対訳データの追加により、NMTの精度を改善できる

 アルゴリズムの改良と対訳データの収集により、NMTの精度を改善していく。アルゴリズムに関しては年間数百本の論文がでており、世界中に数千人の研究者がいるので改善されていくだろう。問題は、対訳データの収集だ。対訳データを集めれば、アルゴリズムは限界を超えて性能がよくなっていく。
 一例だが、NICTと特許庁は、多言語特許文献の高精度自動翻訳の実現に向けて協力し、システムを作っている。2014年に研究協力の合意をし、SMTを実現。2016年にNMTを導入したところ、高性能であった。それが今、市場にでている。現在は対訳コーパスで汎用のNMTをつくった。その結果、対訳文の量を増やせば精度が上がることが証明された。
課題はデータ不足の分野の解消であり、解決に向けて発表された活動がある。

オールジャパンで対訳を集める活動 「翻訳バンク」にご協力いただきたい

 総務省とNICTは2016年9月に「翻訳バンク」の運用を開始した。総務省とNICTというパブリックセクターに対訳データを集めて、そこで高精度な自動翻訳システムをつくり、皆さんにお使いいただく。提供者の同意なしにデータを第三者に提供することはない。
 データの提供方法は3パターンある。 1、「みんなの自動翻訳@TexTra」より対訳集登録をする。(100万文収集実績) 2、NICTから依頼状/情報提供の2者間契約をする。(29社より提供実績あり) 3つ目は9月に発表されたやり方だ。
 さらに対訳データを集めるためのスキームとして、3、ライセンス契約の一部とする。これは、翻訳データを提供していただく方にもメリットのある仕組みである。質の向上と低コスト化を実現する。
 これまでは著作権法47条の7の関係で、会社のHPなどWEB上から翻訳データを集めてきた。今後は非WEBからデータを集めることが重要であると考えている。データ収集したい対訳の分野は、医薬、リーガル、ファイナンス、IR、製造業など全分野からいただければと思っている。
 対訳データの量を集めたときの疑問として、翻訳品質はどうなるかと質問をよく受ける。現実問題、世の中の翻訳データは玉石混交。多少誤りがあったりバイアスがあったりしても、問題はない。今考えているのは、質より量。
 言葉の壁をなくし多言語でのコミュニケーションを容易にすることを目指している。みんなで高精度な自動翻訳システムをつくることができれば、世界がいろんな意味で変ってくると考えている。ご協力いただければ本望だ。

質疑応答(Q&Aセッション)

Q: 稲、米、ごはんを訳仕分けできるか?(翻訳者)
A: 語彙が使われる周辺の単語や文脈で判断できる。訳し分けの難しい単語もあるが、特許翻訳において訳語選択は上手くいっている。機械はなかなかやるな、という感じではないか。

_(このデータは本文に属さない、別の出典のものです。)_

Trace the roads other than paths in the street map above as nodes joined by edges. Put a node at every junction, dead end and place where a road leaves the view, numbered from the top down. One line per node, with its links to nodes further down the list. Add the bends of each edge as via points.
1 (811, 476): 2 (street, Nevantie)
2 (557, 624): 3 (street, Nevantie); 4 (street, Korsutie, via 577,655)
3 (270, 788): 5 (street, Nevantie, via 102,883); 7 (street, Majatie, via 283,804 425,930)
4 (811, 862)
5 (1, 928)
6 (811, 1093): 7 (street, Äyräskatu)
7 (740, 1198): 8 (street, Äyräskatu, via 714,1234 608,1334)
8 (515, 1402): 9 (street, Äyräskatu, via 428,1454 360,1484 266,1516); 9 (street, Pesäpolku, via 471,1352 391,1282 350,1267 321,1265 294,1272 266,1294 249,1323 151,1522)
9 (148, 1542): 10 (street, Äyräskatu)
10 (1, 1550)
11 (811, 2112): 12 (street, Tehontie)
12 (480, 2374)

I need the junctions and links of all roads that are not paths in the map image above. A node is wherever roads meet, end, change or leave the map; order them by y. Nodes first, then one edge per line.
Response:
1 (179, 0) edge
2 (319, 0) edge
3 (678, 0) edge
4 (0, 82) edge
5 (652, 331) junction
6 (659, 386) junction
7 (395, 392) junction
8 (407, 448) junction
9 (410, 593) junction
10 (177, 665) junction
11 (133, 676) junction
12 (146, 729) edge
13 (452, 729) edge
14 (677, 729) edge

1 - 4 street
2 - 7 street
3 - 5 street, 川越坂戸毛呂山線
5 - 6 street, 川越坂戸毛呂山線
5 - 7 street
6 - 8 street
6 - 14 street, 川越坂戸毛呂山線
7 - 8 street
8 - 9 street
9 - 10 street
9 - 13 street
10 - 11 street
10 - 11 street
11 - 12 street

Q:医薬業界は情報をだしたがらないと思うが、どのような文章から対訳データを集めるのか?(クライアント)
A: 守秘が厳しい業界だが、最終的に公開される文章が大量にある。既に用語や対訳が集まっている。

Q: 日中・日韓の計画は?
A: 日英のみリリースしているが、順次、日中・日韓はカバーする。フランス、スペイン、タイ語などはNMTを2020年までに間に合うようにだす。

Q: 導入を検討しているが、期間や費用はどのくらいかかるのか?(クライアント)
A: 契約に一月かかる。リリースは1週間以内。御社の中にサーバーをたててもらう必要がある。